A clear, bandage-like sensor could eventually make everything from fabrics to our fingers smart. Dr. Yong Zhu and a team of North Carolina State University researchers created an ultra-thin, flexible sensor that could be used in clothing, on the body, any in other ordinary objects to track things like strain, pressure, human touch, and bioelectronic signals.

The endeavor began in 2012 when Zhu developed elastic conductors made from carbon nanotubes. The technique he used was fairly simple: silver nanowires are placed on a silicon plate, and then a liquid polymer is poured over them and heated, converting it from a liquid to an elastic solid. The entire form is peeled off the silicon, now with the nanowires inside of it. That's the technology Zhu uses in this new sensor, which can be stretched 150 percent or more of its original length without losing functionality.

The sensor can stretch to 150 percent or more than its original length

In essence, it's a sensor that can store and monitor electric charges, or capacitance, in a super thin and stretchy form. An insulating material placed between two nanowire conductors gives the sensor capacitive abilities, and it can also measure capacitive differences caused by pushing, pulling, or touching the conductors. Capacitive sensors are already used in many devices including smart utensils and styluses, but they do not have much flexibility as they are just one part of a rigid, structured gadget.
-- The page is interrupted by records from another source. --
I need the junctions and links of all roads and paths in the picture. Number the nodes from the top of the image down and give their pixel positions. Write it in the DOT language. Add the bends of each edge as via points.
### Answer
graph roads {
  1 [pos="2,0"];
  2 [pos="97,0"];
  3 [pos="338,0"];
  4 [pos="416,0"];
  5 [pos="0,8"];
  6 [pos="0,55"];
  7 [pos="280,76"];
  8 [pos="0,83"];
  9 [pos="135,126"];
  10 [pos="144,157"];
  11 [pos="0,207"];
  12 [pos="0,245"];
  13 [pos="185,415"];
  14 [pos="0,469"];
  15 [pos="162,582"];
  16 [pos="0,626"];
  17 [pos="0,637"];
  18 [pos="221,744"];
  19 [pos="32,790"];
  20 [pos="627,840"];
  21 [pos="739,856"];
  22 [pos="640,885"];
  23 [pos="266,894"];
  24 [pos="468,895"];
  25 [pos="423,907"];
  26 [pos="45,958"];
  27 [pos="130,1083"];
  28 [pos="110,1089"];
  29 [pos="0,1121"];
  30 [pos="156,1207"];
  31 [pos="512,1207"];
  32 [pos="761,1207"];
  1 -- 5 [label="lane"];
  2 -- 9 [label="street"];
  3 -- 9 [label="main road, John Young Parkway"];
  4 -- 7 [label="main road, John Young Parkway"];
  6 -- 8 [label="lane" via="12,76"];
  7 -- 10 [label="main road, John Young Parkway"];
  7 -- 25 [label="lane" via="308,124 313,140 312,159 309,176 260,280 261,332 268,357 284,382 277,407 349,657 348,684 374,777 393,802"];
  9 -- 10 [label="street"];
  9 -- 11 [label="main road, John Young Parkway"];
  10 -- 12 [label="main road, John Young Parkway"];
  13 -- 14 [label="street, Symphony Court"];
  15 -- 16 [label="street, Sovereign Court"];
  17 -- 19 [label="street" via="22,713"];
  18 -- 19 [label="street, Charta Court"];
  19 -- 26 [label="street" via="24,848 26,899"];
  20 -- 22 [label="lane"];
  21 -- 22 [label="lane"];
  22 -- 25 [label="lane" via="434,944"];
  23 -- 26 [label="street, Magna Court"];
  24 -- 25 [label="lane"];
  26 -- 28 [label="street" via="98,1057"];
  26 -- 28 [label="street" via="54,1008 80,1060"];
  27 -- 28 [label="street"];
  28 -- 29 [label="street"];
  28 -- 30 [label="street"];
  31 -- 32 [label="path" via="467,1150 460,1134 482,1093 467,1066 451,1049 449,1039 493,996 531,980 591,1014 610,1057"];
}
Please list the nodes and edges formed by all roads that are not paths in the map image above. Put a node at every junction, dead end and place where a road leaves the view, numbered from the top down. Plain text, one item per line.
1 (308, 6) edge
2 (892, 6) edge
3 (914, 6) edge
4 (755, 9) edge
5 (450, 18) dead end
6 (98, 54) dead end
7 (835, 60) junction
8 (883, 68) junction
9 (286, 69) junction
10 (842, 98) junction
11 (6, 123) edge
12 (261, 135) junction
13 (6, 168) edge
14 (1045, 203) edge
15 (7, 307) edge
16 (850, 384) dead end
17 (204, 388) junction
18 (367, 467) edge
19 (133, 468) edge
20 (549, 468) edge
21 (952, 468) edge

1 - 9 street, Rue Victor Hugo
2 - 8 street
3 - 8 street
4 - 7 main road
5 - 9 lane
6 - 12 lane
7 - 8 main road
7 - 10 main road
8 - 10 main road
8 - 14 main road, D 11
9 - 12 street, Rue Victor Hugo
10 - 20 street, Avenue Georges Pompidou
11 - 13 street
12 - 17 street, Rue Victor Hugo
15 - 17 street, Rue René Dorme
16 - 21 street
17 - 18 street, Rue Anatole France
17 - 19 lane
By stripping away the external device, Zhu is trying to bring flexibility back to these sensors, much like recently developed ultra-thin electronic tattoos, and open up a range of new uses for them.

Zhu and his researchers have already tested the sensors by putting them on thumbs to control robotic devices, and on knees to monitor running, walking, and jumping. There's still some time before they could be embedded into things like clothing or even skin, but that is the ultimate goal, and it's coming quickly.